Preaching Articles

This is the burden of my heart.

Get out of the office, pastor, and knock on some doors.  Later, you can get your people to doing it.  But first, you do it.

Do it by yourself, if you must.  Or take someone with you.  Do it by appointment or cold-turkey.  But do it.

That is as profound a way as I know to build a great church.

Visit your church members, visit your leaders, visit them in their places of business.  Visit your neighbors, the homes around your church.  Visit people who visit your church.

Write letters to them.  The personal kind.  Handwritten, maybe two sentences.  Just to say you’re thinking about them, praying for them, thankful for them.

Get out of the office and get with the people.

Pastor Bobby Welch, longtime shepherd of the great First Baptist Church of Daytona Beach, Florida, was teaching a soulwinning program to several hundred in the chapel at New Orleans Baptist Theological Seminary.

“You have to knock on doors,” he emphasized. “You have to get out of your building and tell people about Jesus.”

He paused for effect and added, “I will tell you something some of you are not going to like.  You are not going to build a great church on your preaching!”

My hunch is that fully half the preachers in the crowd were thinking that very thing, that if I just deliver a good enough sermon–find a way to improve my delivery, develop better outlines with punchier illustrations–the crowds will flock in.  Maybe if I practice my mannerisms, have a snappier suit, wear that bow tie.  What if I use these gestures, raise my voice here, lower it there?

You mean that’s not going to do the trick?

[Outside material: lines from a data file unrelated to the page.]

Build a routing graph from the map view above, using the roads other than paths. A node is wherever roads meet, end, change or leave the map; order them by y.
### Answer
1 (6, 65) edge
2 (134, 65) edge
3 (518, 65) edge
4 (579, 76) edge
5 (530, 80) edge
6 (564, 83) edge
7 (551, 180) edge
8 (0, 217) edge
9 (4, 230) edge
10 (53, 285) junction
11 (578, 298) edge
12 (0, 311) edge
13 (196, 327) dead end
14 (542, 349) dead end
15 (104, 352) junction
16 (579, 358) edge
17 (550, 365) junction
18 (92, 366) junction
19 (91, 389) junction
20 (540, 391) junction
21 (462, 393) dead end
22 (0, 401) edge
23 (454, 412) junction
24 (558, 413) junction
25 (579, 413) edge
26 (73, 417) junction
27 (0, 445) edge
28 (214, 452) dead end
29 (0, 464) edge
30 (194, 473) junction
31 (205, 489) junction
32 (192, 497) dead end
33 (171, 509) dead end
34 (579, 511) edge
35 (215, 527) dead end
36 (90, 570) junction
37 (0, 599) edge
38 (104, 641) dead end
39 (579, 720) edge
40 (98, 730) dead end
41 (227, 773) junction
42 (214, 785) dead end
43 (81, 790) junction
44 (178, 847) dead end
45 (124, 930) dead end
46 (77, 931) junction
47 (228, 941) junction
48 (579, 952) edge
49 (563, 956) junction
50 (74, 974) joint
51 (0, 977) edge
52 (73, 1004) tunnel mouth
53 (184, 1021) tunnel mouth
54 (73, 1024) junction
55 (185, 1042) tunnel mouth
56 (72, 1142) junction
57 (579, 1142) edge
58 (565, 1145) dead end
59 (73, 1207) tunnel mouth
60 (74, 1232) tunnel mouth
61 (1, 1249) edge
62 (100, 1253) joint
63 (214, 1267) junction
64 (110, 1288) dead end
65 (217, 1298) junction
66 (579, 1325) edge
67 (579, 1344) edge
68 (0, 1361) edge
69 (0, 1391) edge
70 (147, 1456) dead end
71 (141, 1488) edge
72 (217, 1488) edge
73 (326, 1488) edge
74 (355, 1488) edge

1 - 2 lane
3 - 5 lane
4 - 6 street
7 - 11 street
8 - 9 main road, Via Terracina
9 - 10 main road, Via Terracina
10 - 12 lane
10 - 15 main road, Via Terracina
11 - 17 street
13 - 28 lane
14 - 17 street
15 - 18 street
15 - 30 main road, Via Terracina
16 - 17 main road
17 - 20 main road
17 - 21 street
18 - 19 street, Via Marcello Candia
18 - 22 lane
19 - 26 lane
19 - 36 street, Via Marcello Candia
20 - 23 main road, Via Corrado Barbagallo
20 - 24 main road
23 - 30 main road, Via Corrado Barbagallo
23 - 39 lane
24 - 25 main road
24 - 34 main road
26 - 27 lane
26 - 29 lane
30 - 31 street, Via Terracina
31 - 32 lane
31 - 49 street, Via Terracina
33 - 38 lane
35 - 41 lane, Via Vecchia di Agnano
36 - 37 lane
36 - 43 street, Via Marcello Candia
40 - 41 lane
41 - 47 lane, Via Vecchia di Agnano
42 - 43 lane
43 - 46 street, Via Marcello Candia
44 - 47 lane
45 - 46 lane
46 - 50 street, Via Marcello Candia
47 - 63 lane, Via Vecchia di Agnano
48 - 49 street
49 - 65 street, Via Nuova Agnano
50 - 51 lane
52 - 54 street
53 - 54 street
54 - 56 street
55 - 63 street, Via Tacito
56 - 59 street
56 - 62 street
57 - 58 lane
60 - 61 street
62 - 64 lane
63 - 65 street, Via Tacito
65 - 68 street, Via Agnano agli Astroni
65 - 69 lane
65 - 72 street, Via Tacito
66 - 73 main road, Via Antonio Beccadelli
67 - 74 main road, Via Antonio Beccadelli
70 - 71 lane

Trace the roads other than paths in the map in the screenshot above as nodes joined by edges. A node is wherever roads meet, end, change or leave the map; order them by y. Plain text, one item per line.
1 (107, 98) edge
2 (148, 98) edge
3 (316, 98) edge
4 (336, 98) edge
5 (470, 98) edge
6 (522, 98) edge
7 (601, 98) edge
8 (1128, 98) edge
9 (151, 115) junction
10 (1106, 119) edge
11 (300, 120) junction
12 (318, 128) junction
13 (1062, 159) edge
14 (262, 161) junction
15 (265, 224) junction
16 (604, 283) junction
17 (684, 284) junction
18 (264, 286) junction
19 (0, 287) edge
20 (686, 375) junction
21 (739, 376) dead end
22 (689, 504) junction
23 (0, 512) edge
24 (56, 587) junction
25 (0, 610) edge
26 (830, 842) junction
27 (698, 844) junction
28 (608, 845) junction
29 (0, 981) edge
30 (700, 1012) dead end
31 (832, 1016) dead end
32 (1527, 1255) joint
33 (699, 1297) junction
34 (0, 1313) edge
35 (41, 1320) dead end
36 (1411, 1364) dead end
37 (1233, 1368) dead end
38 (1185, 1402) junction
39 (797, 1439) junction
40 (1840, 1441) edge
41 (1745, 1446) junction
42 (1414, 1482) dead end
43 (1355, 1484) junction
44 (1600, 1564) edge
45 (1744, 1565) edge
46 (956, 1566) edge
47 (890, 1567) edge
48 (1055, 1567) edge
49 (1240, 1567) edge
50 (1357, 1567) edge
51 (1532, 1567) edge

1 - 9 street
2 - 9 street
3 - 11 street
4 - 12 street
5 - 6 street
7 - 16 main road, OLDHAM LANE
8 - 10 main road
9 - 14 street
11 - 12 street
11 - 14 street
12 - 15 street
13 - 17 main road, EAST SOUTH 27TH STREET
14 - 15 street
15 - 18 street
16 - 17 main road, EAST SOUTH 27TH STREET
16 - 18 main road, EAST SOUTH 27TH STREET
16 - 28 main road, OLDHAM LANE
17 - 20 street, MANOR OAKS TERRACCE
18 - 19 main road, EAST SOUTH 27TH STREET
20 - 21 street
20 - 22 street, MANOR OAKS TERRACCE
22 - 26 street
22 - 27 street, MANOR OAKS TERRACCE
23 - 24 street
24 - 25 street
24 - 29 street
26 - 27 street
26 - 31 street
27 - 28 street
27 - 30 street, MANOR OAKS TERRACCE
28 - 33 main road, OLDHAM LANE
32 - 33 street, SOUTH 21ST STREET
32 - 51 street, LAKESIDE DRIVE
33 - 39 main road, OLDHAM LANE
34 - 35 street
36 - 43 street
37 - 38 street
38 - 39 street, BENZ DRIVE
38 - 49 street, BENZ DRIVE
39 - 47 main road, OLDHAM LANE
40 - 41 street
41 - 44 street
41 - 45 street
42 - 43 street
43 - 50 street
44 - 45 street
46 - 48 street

Consider those words again: You are not going to build a great church on your preaching.

Not. Going. To. Happen.

Okay, it seems to happen just often enough to keep the myth alive.  John MacArthur.  Charles Stanley.  Chuck Swindoll.  Andy Stanley.  Ed Young.  Stuart Briscoe.  But the exceptions only prove the rule, as they say.

The point being what?

The point being:  The pastor must get into the community and knock on doors.  He must be a personal witness for Christ, must share the gospel wherever he goes, must get into the homes of his church members, of prospects who visit his church, and outsiders who need the Lord.

But, someone asks, you don’t mean to imply that the pastor alone is going to get all the visiting and soulwinning done and thus build a great church?  Nope, not at all.

But it starts here, with you.

If the pastor is not knocking on doors and sharing the faith, he will not be able to motivate anyone else to do it.

If the pastor is not knocking on doors and sharing the faith, his words will sound hollow when he preaches the gospel on Sunday.

However, if the pastor is knocking on doors and sharing the faith, he will be so thrilled to see in the congregation people he has witnessed to that very week, that he will preach better than he’s ever preached before!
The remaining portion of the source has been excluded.